Nature of the subject and objectives

TOK - together with CAS and the extended essay - belongs to the core of the IB Diploma Programme and is considered to be very important within the diploma syllabus. Nevertheless, it might be the one subject you feel least familiar with. This is maybe due to the fact that TOK is not a subject like History or Chemistry but it is a course in which we reflect on what we consider to be knowledge in everyday life as well as in individual subject areas, namely The Arts, Mathematics, History, The Human Sciences and The Natural Sciences. It gives students the opportunity to reflect on themselves as knowers and thinkers.
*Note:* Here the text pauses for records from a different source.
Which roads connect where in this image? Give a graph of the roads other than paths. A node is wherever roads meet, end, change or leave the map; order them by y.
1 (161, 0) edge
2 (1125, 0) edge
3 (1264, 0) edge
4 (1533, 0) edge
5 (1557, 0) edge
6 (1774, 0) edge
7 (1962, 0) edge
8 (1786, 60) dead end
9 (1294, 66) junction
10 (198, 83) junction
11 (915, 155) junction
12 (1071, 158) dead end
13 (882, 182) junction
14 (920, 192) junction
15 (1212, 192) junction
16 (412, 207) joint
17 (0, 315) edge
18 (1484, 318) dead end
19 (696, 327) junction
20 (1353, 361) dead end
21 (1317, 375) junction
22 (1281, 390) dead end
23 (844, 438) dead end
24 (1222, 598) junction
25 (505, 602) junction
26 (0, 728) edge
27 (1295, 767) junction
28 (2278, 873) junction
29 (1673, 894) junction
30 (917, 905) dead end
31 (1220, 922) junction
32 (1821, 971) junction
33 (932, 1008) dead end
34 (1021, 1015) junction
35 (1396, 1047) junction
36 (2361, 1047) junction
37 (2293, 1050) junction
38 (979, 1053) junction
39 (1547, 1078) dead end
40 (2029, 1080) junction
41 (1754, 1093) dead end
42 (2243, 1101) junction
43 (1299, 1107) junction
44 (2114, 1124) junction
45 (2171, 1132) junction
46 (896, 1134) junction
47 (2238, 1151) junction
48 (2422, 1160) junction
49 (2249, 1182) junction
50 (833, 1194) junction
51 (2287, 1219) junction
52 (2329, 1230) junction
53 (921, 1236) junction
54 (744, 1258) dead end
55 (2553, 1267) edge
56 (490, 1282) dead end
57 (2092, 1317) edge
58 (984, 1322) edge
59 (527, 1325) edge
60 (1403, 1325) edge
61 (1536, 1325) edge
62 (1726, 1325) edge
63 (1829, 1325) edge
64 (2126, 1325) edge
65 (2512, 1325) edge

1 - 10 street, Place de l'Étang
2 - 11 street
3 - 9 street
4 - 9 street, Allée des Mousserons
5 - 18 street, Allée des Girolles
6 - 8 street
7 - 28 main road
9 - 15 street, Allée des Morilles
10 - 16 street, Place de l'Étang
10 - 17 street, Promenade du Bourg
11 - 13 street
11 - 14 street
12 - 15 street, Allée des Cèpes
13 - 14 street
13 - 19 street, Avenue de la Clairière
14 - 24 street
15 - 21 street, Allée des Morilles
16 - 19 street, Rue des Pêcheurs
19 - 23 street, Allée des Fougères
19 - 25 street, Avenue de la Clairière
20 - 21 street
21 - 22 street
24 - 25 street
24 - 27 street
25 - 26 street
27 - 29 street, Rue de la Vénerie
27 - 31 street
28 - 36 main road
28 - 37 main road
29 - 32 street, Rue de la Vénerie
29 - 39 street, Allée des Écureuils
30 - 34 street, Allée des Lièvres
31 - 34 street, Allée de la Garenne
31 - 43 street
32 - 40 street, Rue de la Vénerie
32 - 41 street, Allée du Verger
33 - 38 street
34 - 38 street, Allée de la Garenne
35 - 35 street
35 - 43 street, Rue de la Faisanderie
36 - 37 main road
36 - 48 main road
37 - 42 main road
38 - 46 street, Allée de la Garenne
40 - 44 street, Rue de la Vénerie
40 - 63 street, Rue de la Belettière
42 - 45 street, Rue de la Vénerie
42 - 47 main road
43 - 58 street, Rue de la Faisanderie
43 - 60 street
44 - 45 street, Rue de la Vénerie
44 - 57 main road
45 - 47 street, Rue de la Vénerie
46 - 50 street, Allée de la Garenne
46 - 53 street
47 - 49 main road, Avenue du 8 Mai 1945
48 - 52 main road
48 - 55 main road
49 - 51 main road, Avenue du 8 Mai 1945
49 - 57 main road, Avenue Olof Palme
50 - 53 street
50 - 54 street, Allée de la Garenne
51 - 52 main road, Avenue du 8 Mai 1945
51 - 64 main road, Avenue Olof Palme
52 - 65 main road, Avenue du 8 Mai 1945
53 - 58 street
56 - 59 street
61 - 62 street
In addition to the core theme ‘knowledge and the knower’ your TOK teacher will choose two of the following optional themes: Knowledge and technology, Knowledge and language, Knowledge and politics, Knowledge and religion and Knowledge and indigenous societies.

Requirements and assessment

IB Diploma students are not required to take a final exam in TOK. Nevertheless, passing TOK is a requirement for receiving your IB Diploma. To pass you have to plan and present a convincing TOK exhibition and write a satisfactory TOK essay.
Both assessment tasks—the TOK exhibition and the TOK essay focus on the exploration of knowledge questions as both, the exhibition prompts and the prescribed essay titles take the form of knowledge questions. To illustrate, some examples of knowledge questions:

  • How can a model be useful even if it is obviously false?
  • What ethical constraints should there be on the pursuit of knowledge?
  • How can we decide between the judgments of experts if they disagree with each other?

The TOK essay

The TOK essay is a 1,600 word essay on one of six prescribed titles that are issued by the IB for each examination session. As an external assessment component, it is marked by IB examiners and contributes 2/3 of your TOK mark. This is how the IB describes an excellent TOK essay: ‘The discussion has a sustained focus on the title and is linked effectively to areas of knowledge. Arguments are clear, coherent and effectively supported by specific examples. The implications of arguments are considered. There is clear awareness and evaluation of different points of view.’

The TOK exhibition

For the TOK exhibition students are required to select one prompt from the list of 35 provided by the IB. They then curate an exhibition of three objects connected to their chosen prompt. These must be objects that exist in a particular time and place, including virtual spaces and must not be created specifically for the purpose of the exhibition. The exhibition will be internally assessed and externally moderated and contributes 1/3 of your TOK mark. Here is how the IB defines an excellent TOK exhibition ‘The exhibition clearly identifies three objects and their specific real-world contexts. Links between each of the three objects and the selected IA prompt are clearly made and well-explained. There is a strong justification of the particular contribution that each individual object makes to the exhibition. All, or nearly all, of the points are well-supported by appropriate evidence and explicit references to the selected IA prompt.’